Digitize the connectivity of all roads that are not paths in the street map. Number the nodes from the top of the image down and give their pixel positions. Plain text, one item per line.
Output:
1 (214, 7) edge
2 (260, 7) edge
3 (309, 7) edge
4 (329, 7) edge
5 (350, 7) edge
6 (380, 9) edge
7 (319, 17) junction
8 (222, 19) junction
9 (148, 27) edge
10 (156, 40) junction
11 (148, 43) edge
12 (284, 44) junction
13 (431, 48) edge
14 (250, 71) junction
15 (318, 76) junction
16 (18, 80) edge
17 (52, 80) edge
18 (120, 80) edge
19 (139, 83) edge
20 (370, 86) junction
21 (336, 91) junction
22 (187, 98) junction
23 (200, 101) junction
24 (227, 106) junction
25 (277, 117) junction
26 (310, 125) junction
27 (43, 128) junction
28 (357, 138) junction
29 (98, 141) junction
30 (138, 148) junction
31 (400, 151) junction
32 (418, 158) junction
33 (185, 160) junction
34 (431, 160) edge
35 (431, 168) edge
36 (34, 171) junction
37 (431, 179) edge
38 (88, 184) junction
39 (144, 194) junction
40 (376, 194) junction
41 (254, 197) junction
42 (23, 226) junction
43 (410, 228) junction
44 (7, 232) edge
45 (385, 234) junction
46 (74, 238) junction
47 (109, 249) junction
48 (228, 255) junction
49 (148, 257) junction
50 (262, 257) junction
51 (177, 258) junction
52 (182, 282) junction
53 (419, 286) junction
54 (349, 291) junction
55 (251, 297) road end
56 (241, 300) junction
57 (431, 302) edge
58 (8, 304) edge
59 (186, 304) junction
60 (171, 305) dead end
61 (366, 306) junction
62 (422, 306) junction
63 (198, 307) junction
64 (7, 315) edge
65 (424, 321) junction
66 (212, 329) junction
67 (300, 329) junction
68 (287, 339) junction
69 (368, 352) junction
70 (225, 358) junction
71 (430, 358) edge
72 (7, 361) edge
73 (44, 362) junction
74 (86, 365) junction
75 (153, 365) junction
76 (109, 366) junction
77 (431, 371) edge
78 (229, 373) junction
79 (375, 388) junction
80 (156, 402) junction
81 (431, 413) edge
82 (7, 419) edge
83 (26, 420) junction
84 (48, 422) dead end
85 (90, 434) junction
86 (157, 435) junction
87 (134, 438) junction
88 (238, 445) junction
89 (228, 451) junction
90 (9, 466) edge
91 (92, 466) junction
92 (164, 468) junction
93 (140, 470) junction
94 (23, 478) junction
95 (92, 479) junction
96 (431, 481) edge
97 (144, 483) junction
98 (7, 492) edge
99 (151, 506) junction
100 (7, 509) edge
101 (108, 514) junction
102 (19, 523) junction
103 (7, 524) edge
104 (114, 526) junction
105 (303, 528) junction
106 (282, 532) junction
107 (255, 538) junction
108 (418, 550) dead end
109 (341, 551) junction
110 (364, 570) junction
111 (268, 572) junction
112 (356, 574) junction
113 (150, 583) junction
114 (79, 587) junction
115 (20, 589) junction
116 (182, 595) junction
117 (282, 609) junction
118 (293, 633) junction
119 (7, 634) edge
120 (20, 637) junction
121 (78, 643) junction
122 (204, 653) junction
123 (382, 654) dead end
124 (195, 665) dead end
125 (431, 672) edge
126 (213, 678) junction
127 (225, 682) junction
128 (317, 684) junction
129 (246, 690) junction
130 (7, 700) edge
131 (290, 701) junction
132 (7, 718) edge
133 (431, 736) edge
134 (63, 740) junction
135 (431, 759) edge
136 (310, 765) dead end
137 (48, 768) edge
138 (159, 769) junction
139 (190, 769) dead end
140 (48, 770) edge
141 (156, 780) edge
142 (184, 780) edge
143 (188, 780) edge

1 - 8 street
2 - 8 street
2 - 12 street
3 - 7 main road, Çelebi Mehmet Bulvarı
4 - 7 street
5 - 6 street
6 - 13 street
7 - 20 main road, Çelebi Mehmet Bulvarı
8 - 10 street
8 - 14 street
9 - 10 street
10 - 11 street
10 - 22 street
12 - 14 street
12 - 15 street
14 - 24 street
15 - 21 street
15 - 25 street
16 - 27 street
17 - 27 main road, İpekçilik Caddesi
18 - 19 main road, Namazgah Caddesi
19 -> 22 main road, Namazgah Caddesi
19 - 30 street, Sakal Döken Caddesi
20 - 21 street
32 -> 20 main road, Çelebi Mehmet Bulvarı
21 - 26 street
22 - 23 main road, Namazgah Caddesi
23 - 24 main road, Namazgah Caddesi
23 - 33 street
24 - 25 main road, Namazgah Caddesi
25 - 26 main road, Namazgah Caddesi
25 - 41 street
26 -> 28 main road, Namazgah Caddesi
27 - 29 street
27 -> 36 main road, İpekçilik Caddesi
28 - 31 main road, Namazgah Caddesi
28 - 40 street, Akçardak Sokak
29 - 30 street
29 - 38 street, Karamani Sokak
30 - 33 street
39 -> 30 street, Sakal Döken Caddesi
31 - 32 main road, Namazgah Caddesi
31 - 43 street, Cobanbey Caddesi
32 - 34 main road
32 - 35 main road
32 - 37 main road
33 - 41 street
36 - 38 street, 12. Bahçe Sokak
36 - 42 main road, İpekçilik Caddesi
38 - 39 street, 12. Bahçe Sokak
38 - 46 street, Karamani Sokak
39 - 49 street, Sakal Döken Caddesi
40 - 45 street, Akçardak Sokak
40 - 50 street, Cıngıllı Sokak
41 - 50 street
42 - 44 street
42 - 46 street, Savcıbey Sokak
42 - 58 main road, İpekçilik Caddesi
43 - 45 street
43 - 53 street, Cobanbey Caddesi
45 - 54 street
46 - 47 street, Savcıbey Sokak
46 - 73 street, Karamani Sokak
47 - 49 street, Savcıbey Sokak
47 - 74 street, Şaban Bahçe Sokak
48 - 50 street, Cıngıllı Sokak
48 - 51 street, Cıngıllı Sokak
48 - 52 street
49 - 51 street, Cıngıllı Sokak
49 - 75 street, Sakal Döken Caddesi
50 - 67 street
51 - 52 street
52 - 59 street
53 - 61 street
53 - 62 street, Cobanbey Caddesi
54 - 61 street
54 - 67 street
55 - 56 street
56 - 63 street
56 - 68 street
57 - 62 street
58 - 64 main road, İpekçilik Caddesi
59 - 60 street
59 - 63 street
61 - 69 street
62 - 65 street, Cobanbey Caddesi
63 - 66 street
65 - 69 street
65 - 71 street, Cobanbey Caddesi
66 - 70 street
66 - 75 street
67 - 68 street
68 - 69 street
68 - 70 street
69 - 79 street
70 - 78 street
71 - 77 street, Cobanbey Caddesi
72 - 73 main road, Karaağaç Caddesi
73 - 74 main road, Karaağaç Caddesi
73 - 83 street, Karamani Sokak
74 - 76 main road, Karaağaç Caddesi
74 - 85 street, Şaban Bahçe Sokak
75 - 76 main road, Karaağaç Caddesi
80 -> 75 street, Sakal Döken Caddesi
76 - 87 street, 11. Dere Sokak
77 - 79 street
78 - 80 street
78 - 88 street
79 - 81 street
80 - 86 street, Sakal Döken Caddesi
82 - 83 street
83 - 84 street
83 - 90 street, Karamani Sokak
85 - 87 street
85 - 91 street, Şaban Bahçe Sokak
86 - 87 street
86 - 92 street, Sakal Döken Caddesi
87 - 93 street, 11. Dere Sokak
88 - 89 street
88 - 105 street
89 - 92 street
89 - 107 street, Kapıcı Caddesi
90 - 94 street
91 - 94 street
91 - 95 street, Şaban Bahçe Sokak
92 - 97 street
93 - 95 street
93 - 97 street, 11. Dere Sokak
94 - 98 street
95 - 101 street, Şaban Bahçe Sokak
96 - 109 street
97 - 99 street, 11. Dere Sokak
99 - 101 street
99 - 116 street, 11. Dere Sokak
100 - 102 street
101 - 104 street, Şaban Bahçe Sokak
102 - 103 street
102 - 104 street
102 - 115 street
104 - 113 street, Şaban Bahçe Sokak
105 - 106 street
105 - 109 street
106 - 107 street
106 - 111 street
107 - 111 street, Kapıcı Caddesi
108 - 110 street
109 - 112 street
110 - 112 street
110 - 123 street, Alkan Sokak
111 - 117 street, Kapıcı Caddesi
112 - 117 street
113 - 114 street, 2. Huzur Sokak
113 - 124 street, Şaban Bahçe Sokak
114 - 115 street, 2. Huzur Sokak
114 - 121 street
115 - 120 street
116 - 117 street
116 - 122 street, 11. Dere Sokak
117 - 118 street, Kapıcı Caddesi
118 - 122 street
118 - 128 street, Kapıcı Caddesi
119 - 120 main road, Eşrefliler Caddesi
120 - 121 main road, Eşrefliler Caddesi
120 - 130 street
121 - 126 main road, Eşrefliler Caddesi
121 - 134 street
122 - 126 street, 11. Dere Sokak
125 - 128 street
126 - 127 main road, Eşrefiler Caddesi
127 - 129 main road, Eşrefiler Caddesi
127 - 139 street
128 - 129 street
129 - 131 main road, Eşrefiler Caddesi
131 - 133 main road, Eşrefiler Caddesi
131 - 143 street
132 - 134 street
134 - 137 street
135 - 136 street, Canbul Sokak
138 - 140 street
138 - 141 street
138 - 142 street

* **Instructions to follow**
For each line of the data that includes the word "Döken", return a copy of it.

* **Answer section**
19 - 30 street, Sakal Döken Caddesi
39 -> 30 street, Sakal Döken Caddesi
39 - 49 street, Sakal Döken Caddesi
49 - 75 street, Sakal Döken Caddesi
80 -> 75 street, Sakal Döken Caddesi
80 - 86 street, Sakal Döken Caddesi
86 - 92 street, Sakal Döken Caddesi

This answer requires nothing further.